6. Chesed and Gemilut hasadim Acts of loving kindness
We extend ourselves to one another with kindness regardless of whether we have ever met before. We offer the same kindness we would want to receive.
7. Lashon ha’tov
“Good Tongue;” right speech
How many times have you heard someone say, “I don’t want to engage in lashon hara, but….,” and then launch right into gossiping about someone in the community?! Lashon ha’tov is more than just abstaining from gossip; it is also about the spirit and flavor of how we talk to one another. Lashon ha’tov is about listening and speaking from the heart.
8. Lo levayesh
Do not embarrass
Closely related to kavod, lo levayesh means that we actively engage in behaviors that are expressly intended to comfort, delight, protect and honor someone else. Specifically, we don’t behave or speak in a manner that would embarrass others or ourselves.
9. Parnassah
Sustenance; livelihood
All Jewish communal professionals are compensated sufficiently, with salaries that allow them not only to meet their basic needs, but also to participate fully in the programs, culture, education and services of the Jewish community.
10. V’ahavta l’reyacha kamocha and ahavat ger:
Love your neighbor as you love yourself, and love the stranger (ger)
This mitzvah appears more often than any other in the Torah. It’s about love, folks—expressing love for our neighbors, ourselves, the Other. We are not only polite to one another; we are actually loving, warm and generous of heart.

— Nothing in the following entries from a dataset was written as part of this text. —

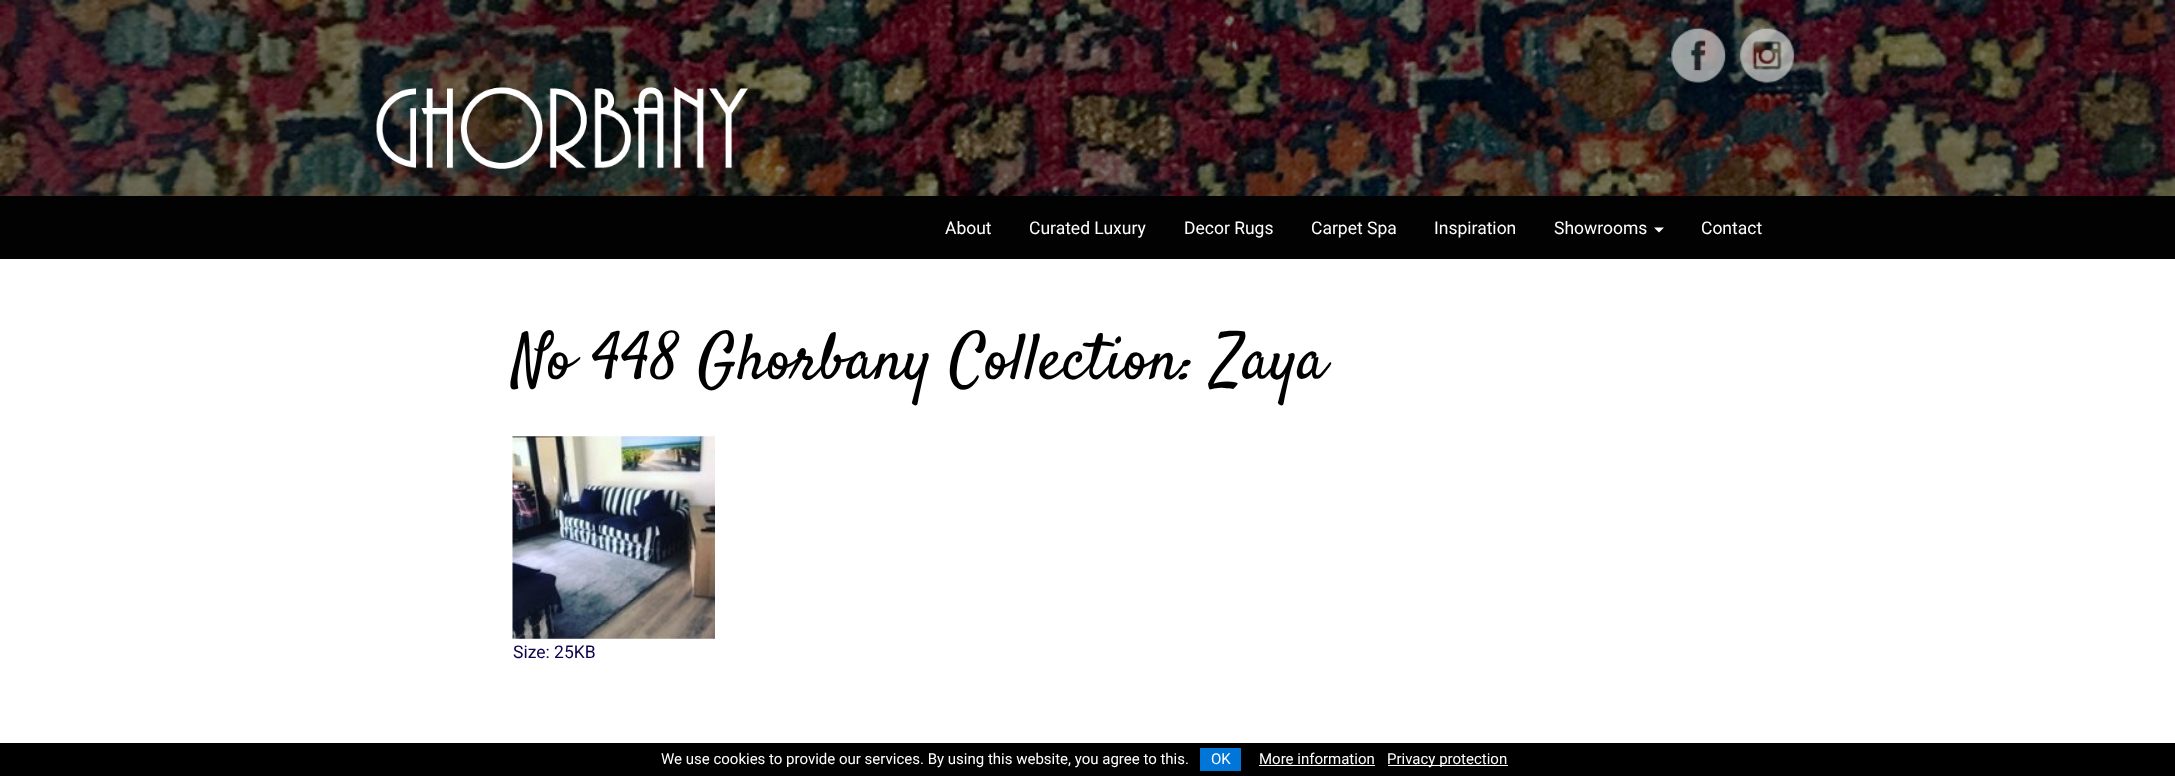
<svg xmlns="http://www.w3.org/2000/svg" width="2175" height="776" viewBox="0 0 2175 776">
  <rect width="100%" height="100%" fill="#fff"/>
  <image x="0" y="0" width="2175" height="196" href="img/1.png"/>
  <image x="1671" y="27" width="55" height="56" href="img/2.png"/>
  <image x="1739" y="27" width="56" height="56" href="img/3.png"/>
  <image x="376" y="86" width="372" height="83" href="img/4.png"/>
  <path d="M0 196h2175v63H0z" fill="#020202"/>
  <path d="M1654 227.5H1664L1659 232.5Z" fill="#fff"/>
  <image x="512" y="436" width="203" height="203" href="img/5.png"/>
  <path d="M0 743h2175v33H0z" fill="#000"/>
  <path d="M1200 748h41v23H1200z" fill="#0275d8"/>
  <path d="M1259 765h116v1H1259z" fill="#fff"/>
  <path d="M1388 765h120v1H1388z" fill="#fff"/>
  <g font-family="Roboto" font-size="17.5" fill="#fff">
    <text x="945" y="234">About</text>
    <text x="1029" y="234">Curated Luxury</text>
    <text x="1184" y="234">Decor Rugs</text>
    <text x="1311" y="234">Carpet Spa</text>
    <text x="1434" y="234">Inspiration</text>
    <text x="1554" y="234">Showrooms</text>
    <text x="1701" y="234">Contact</text>
  </g>
  <text x="513" y="378" font-family="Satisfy" font-size="65" fill="#000">No 448 Ghorbany Collection: Zaya</text>
  <text x="513" y="658" font-family="Roboto" font-size="17.5" fill="#0d004c">Size: 25KB</text>
  <g font-family="Roboto" font-size="15" fill="#fff">
    <text x="661" y="764">We use cookies to provide our services. By using this website, you agree to this.</text>
    <text x="1211" y="764">OK</text>
    <text x="1259" y="764">More information</text>
    <text x="1387" y="764">Privacy protection</text>
  </g>
</svg>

We are just about to finish the season of counting the omer, a seven week period in the Jewish calendar where we reflect daily on middot, “soul traits” or character traits, to spiritually prepare ourselves for Shavuot. May this testimonial, and these guidelines, serve as a framework for introspection, discussion and renewed commitment to a Jewish community that reflects the spirit of liberation and revelation.
K’eyn yehi ratzon– May it be so.

To which we can add our own hearty, Amen!